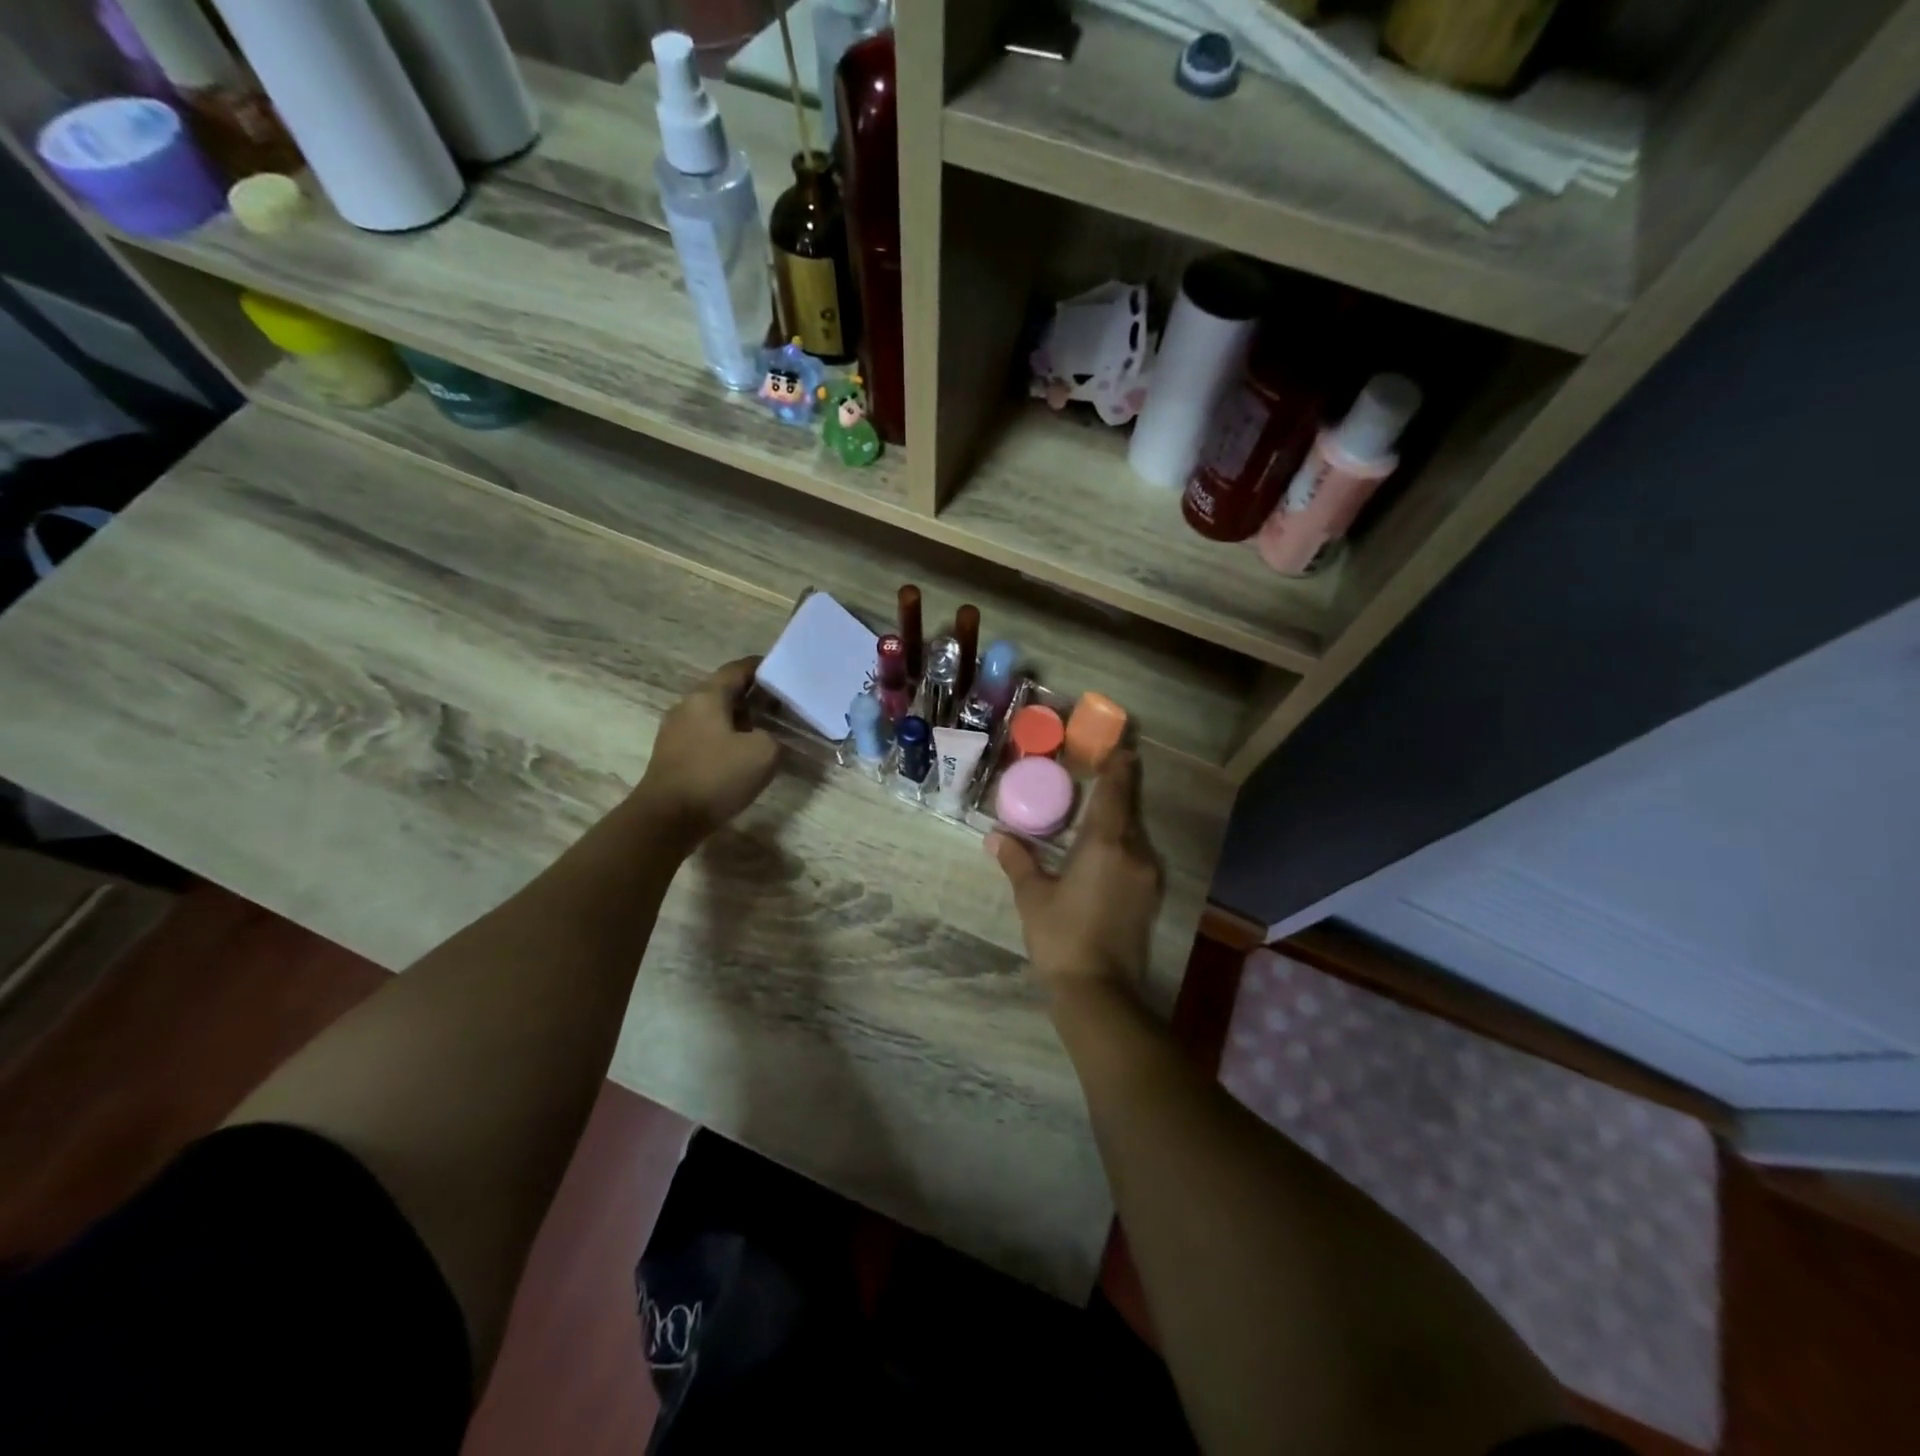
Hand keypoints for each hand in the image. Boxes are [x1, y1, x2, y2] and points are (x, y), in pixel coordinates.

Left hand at [635, 658, 780, 846]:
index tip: (785, 674)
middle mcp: (687, 706)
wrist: (667, 819)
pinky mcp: (672, 756)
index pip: (738, 669)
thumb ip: (775, 738)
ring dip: (740, 720)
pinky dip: (726, 739)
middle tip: (782, 708)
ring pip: (715, 716)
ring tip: (767, 732)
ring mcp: (675, 732)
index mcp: (707, 696)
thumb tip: (768, 738)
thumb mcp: (764, 753)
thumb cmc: (716, 776)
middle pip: (725, 691)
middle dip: (754, 697)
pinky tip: (742, 756)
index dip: (763, 669)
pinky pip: (705, 737)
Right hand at [987, 751, 1162, 1001]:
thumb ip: (1017, 861)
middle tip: (1099, 772)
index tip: (1120, 747)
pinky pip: (1137, 857)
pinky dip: (1122, 845)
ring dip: (1119, 820)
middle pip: (1128, 811)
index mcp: (1106, 844)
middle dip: (1117, 791)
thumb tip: (995, 837)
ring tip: (1095, 811)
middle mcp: (1135, 853)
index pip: (1116, 793)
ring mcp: (1147, 877)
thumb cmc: (1060, 937)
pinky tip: (1103, 851)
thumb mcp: (1032, 897)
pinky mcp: (1149, 899)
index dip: (1119, 767)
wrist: (1098, 992)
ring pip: (1134, 836)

§ **REQUIRED ACTION**
Please give the records again word for word, omitting all images.

§ **SOLVED PROBLEM**
Hand keypoints for each hand in the image. Boxes are [x1, y1, x2, y2] and points are (x, y), in pixel coordinates.

Left hand at [635, 658, 780, 846]:
index tip: (785, 674)
middle mcp: (687, 706)
wrist: (667, 819)
pinky mcp: (672, 756)
index pip: (738, 669)
thumb ip: (775, 738)
ring dip: (740, 720)
pinky dip: (726, 739)
middle tip: (782, 708)
ring pip: (715, 716)
ring tip: (767, 732)
ring mcp: (675, 732)
index mcp: (707, 696)
thumb tip: (768, 738)
thumb mcp: (764, 753)
thumb cmc: (716, 776)
middle pip: (725, 691)
middle dip: (754, 697)
pinky tip: (742, 756)
index dip: (763, 669)
pinky pip: (705, 737)
Right hand at [987, 751, 1162, 1001]:
thumb ip: (1017, 861)
middle tip: (1099, 772)
index tip: (1120, 747)
pinky pip: (1137, 857)
pinky dip: (1122, 845)
ring dip: (1119, 820)
middle pip: (1128, 811)
index mcp: (1106, 844)
middle dip: (1117, 791)
thumb tip: (995, 837)
ring tip: (1095, 811)
middle mcp: (1135, 853)
index pip: (1116, 793)
ring mcp: (1147, 877)
thumb cmc: (1060, 937)
pinky tip: (1103, 851)
thumb mcp: (1032, 897)
pinky mcp: (1149, 899)
index dip: (1119, 767)
wrist: (1098, 992)
ring pip: (1134, 836)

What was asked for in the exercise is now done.